_Work item:_
Should a line below contain the word "evenodd", report it.
···
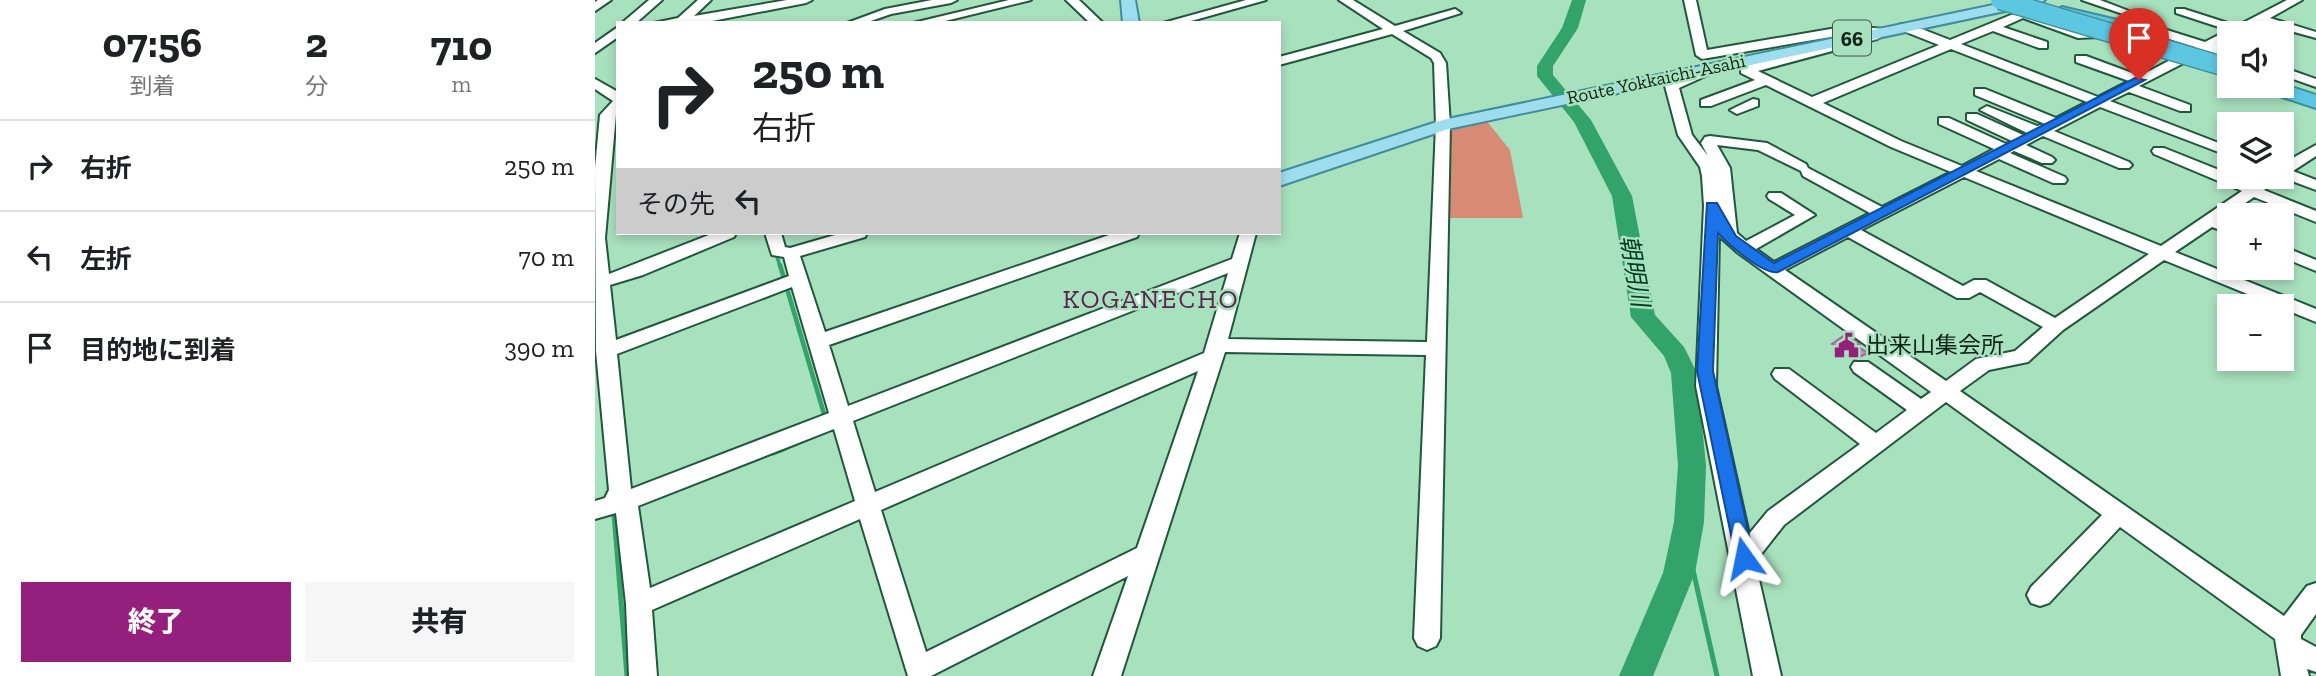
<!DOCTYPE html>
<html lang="ja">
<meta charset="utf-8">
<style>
body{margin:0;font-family:"Zilla Slab","Noto Sans JP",serif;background:#f6f6f6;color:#202124;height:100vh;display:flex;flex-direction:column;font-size:26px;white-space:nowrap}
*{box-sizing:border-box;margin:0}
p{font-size:23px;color:#757577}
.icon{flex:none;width:38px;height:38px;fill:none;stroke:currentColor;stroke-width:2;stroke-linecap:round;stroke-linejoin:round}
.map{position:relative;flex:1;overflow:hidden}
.details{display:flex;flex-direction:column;background:#fff;width:595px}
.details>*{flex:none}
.hud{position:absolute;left:21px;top:21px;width:665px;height:214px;border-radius:0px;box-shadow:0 4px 10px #0003;background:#fff;color:#202124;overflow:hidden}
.buttons{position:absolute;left:1622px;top:21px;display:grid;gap:14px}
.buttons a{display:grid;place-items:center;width:77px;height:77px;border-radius:0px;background:#fff;box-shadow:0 4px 10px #0003;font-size:35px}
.pin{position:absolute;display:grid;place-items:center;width:60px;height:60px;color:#fff;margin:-72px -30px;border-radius:50% 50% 50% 0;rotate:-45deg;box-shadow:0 0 7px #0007}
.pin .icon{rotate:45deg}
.me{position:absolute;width:77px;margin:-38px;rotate:348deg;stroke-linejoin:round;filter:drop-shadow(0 0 5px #0008)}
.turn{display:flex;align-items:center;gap:24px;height:147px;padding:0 21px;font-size:32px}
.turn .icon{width:91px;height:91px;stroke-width:2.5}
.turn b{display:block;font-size:49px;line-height:60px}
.then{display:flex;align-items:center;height:66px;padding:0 21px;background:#0003;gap:14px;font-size:26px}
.eta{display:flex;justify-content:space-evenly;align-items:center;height:119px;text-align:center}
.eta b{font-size:42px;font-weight:800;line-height:49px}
.cta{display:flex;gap:14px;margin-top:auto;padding:14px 21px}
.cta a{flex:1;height:80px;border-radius:0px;background:#941f7d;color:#fff;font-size:28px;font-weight:800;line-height:80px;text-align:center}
.cta a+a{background:#f6f6f6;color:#202124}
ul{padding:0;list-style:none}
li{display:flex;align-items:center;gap:21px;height:91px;padding:0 21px;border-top:2px solid #e0e0e0}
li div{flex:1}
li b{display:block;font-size:26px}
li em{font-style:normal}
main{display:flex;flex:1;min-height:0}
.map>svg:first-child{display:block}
.green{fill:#d88b74}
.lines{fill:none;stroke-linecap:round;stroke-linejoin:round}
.stream-far2{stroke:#31a36b;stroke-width:3.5}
.stream-far1{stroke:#31a36b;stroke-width:4.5}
.stream{stroke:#31a36b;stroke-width:5}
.river{fill:#31a36b;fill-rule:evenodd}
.building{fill:#c08fb1;stroke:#9f6f91;stroke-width:2}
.minor-casing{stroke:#21573b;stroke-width:4}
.major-casing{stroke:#418e9b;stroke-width:4}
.highway-casing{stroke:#418e9b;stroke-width:4}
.minor{fill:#fff;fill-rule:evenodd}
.major{fill:#9eddee;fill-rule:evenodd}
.highway{fill:#5dc7e2;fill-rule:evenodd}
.highway-bridge-casing{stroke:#418e9b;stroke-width:21;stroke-linecap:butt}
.highway-bridge{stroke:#5dc7e2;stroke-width:18}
.route{fill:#1a73e8;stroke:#114b97;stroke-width:2}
.labels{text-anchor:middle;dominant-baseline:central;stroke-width:5;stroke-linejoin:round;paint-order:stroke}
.far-street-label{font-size:19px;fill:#0c2316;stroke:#a8e1be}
.shield{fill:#a8e1be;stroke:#3b5c48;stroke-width:2}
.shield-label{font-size:21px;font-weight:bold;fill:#0c2316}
.poi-label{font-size:23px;fill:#0c2316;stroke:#a8e1be;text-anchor:start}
.water-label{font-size:24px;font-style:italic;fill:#003e23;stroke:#a8e1be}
.quarter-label{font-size:26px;letter-spacing:2px;fill:#5b234e;stroke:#a8e1be}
</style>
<main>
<section class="details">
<div class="eta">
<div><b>07:56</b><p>到着</p></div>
<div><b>2</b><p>分</p></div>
<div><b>710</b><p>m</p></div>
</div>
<ul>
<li><svg class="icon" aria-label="right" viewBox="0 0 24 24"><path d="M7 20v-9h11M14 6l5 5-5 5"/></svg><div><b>右折</b></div><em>250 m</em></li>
<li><svg class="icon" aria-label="left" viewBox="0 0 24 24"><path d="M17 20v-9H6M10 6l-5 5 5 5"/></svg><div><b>左折</b></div><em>70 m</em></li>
<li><svg class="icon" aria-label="arrive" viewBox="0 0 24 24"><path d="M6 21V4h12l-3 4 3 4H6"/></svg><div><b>目的地に到着</b></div><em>390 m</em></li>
</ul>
<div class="cta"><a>終了</a><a>共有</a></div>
</section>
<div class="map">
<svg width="1721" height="676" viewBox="0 0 1721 676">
<rect width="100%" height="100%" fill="#a8e1be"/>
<!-- green -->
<path class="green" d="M890 119 915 150 928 218H852L855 126Z"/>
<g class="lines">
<!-- stream-far2 -->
<path class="stream-far2" d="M184 252 181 253 185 267"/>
<!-- stream-far1 -->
<path class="stream-far1" d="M185 265 229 414
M186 450 234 430"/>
<!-- stream -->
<path class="stream" d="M178 453 191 448
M19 514 32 676
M1091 539 1122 676"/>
<!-- river -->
<path class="river" d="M977 0H991L983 28 958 66V75L996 120 1037 196 1060 315 1089 347 1102 373 1111 466 1109 522 1100 573 1058 676H1024L1068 573 1079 522 1083 466 1076 373 1069 356 1036 317 1017 196 979 122 942 76V66L967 28Z"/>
</g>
<!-- building -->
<path class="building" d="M1251 334 1265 344 1262 346 1273 353 1260 359 1237 344Z"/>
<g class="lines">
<defs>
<path id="minor" d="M3 0H16L0 11V2Z
M54 0H67L41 23H27Z
M103 0H116L99 16 192 0H217L211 3 112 22 59 23 83 18Z
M337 0H362L356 3 296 14 270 23H252L290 9Z
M414 0H436L342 23H318Z
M471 0H484L508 23H495Z
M651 0H671L589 23H568Z
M744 0H758L800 26 860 9 866 13 808 31 845 53 851 63 855 125 845 638 841 646 832 650 823 646 819 638 831 355 630 352 526 676H498L533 576 336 676H313L265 519 57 610 62 676H34L31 604 21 513 0 519V501L10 498 14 490 1 351 0 168 5 115 18 101 0 89V79L23 92 10 238 14 274 119 233H141L139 237 48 275 15 285 21 340 194 276 189 257 177 255 170 233H186L190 247 195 248 247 233H272L270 237 205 256 230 332 520 233H544L542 237 234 345 253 406 637 259 645 233H661L633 339 832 342 841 125 839 63 836 58 797 34 684 65V57L788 29ZM633 273 609 353 280 492 258 421ZM197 287 234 413 36 489 22 354ZM603 371 542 548 331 652 286 510ZM239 429 260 501 55 588 43 506Z
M1089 0H1101L1112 50 1253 26 1289 29V35L1282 39 1163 71 1217 97 1344 45 1306 30V24H1314L1355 40 1428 10 1488 31 1509 30 1523 38 1517 42 1504 37 1483 38 1428 18 1408 27 1452 42V48H1444L1398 31 1366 44 1503 97 1534 81 1481 62V56H1491L1545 76 1600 47 1535 27V21H1543L1610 42 1633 30 1581 13V9H1589L1642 26 1692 0H1707L1675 18 1721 32V38L1666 23 1648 33H1634V40L1622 46 1634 50V58L1612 51 1544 86 1595 105V111H1585L1534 92 1515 101 1634 147V156L1505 107 1459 131 1534 162 1537 165 1534 168H1524L1448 136 1431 145 1457 157 1460 160 1457 163H1447L1419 151 1415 153 1470 177 1472 180 1470 183H1458L1404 159 1381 171 1566 246 1647 191 1559 154 1557 151 1559 148H1569L1634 174V177L1658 184 1668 177H1687V164L1721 145V156L1698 171 1721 180V190L1686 177 1669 190 1721 211V222L1659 197 1627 219 1634 222V233L1617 227 1580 252 1721 309V322L1569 260 1468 330 1433 362 1394 370 1365 391 1689 616 1712 586 1721 583V614L1706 635V639L1721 647V672L1712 669 1714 676H1686L1680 639 1525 527 1454 603 1445 606 1436 603 1432 595 1436 587 1507 515 1351 402 1189 525 1160 562 1186 676H1158L1101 386 1109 206 1107 176 1105 167 1083 135 1070 86 1105 70 1110 69 1117 73 1084 88 1097 135 1113 156 1106 143 1110 137 1115 136 1172 143 1211 164 1213 168 1287 207 1356 172 1296 147 1171 85 1116 106H1106V100L1160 80 1146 73V67L1269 35 1253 34 1107 59 1101 55ZM1356 49 1492 102 1461 118 1390 89H1380V95L1450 124 1442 126 1392 106 1385 110 1432 133 1428 135 1382 114H1372V120L1417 141 1411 144 1354 118H1344V124L1399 149 1367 166 1306 141 1228 103ZM1122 145 1163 150 1206 171 1208 176 1275 213 1179 262 1161 249 1220 215 1186 193H1174L1172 196 1174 199 1200 215 1151 241 1142 233 1135 168ZM1369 177 1554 254 1460 318 1391 280H1379L1368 286 1266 230ZM1124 236 1143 253 1336 392 1326 399 1273 362H1259L1256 367 1259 372 1312 410 1281 433 1194 369H1180L1177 374 1180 379 1265 444 1173 511 1154 534 1121 386ZM1253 237 1362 298H1374L1385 292 1448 327 1420 351 1381 359 1351 381 1190 270Z
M1487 0H1505L1534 11 1528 14Z
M23 27V37L0 53V43Z
M1687 67 1721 79V87L1687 75Z
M1158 99 1163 100V106L1142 114 1135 110Z
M1687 246 1721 260V271L1687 257Z"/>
<path id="major" d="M526 0H540L544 23H528Z
M1422 0H1450L1443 4 853 129 684 186V173L848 120Z"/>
<path id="highway" d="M1467 7 1560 29 1563 33 1554 38 1461 16 1459 12Z
M1687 84 1721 95V108L1666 90 1663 86Z"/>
</defs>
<!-- minor casing -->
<use href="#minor" class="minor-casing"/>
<!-- major casing -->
<use href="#major" class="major-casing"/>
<!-- highway casing -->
<use href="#highway" class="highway-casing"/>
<!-- minor -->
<use href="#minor" class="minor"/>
<!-- major -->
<use href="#major" class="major"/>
<!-- highway -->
<use href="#highway" class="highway"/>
<defs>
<path id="highway-bridge" d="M1405 0 1634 68"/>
</defs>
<!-- highway-bridge casing -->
<use href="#highway-bridge" class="highway-bridge-casing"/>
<!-- highway-bridge -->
<use href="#highway-bridge" class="highway-bridge"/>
</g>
<!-- route -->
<path class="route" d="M1540 78 1550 80 1183 272C1168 275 1133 244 1123 233L1118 371 1159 558 1156 564 1149 566 1142 564 1102 371 1112 203H1122L1141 236 1179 263Z"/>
<!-- icons -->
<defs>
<symbol id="civic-bare" viewBox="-9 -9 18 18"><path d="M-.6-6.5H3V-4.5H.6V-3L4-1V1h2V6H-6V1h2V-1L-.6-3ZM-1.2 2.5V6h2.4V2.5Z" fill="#941f7d" stroke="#a8e1be" stroke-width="2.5" paint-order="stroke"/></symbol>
</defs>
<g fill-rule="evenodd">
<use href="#civic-bare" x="1234" y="328" width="35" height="35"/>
</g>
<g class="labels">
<!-- far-street labels -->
<g class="far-street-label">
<text transform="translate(1061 79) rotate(-12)">Route Yokkaichi-Asahi</text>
</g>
<!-- shield labels -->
<rect class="shield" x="1238" y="20.5" width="38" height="35" rx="5"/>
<g class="shield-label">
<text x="1257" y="38">66</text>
</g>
<!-- poi labels -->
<g class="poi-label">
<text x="1271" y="345">出来山集会所</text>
</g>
<!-- water labels -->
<g class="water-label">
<text transform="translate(1040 271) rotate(80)">朝明川</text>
</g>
<!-- quarter labels -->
<g class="quarter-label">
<text x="556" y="299">KOGANECHO</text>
</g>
</g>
</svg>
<div class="buttons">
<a><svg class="icon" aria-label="sound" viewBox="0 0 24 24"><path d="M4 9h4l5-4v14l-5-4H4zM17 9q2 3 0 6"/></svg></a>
<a><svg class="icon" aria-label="layers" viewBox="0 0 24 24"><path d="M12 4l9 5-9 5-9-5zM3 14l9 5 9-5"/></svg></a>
<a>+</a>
<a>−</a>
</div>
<div class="pin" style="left:1544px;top:80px;background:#d93025"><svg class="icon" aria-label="arrive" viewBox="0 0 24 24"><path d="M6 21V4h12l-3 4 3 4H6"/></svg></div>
<svg class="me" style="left:1149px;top:558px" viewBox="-20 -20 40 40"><path d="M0-17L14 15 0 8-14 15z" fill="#1a73e8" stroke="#fff" stroke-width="4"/></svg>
<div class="hud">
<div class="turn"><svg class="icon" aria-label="right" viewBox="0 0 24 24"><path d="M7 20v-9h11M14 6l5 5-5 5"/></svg><div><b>250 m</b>右折</div></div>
<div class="then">その先<svg class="icon" aria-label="left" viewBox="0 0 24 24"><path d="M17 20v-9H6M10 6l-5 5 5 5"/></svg></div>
</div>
</div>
</main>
···
_Your solution:_
.river{fill:#31a36b;fill-rule:evenodd}
.minor{fill:#fff;fill-rule:evenodd}
.major{fill:#9eddee;fill-rule:evenodd}
.highway{fill:#5dc7e2;fill-rule:evenodd}
<g fill-rule="evenodd">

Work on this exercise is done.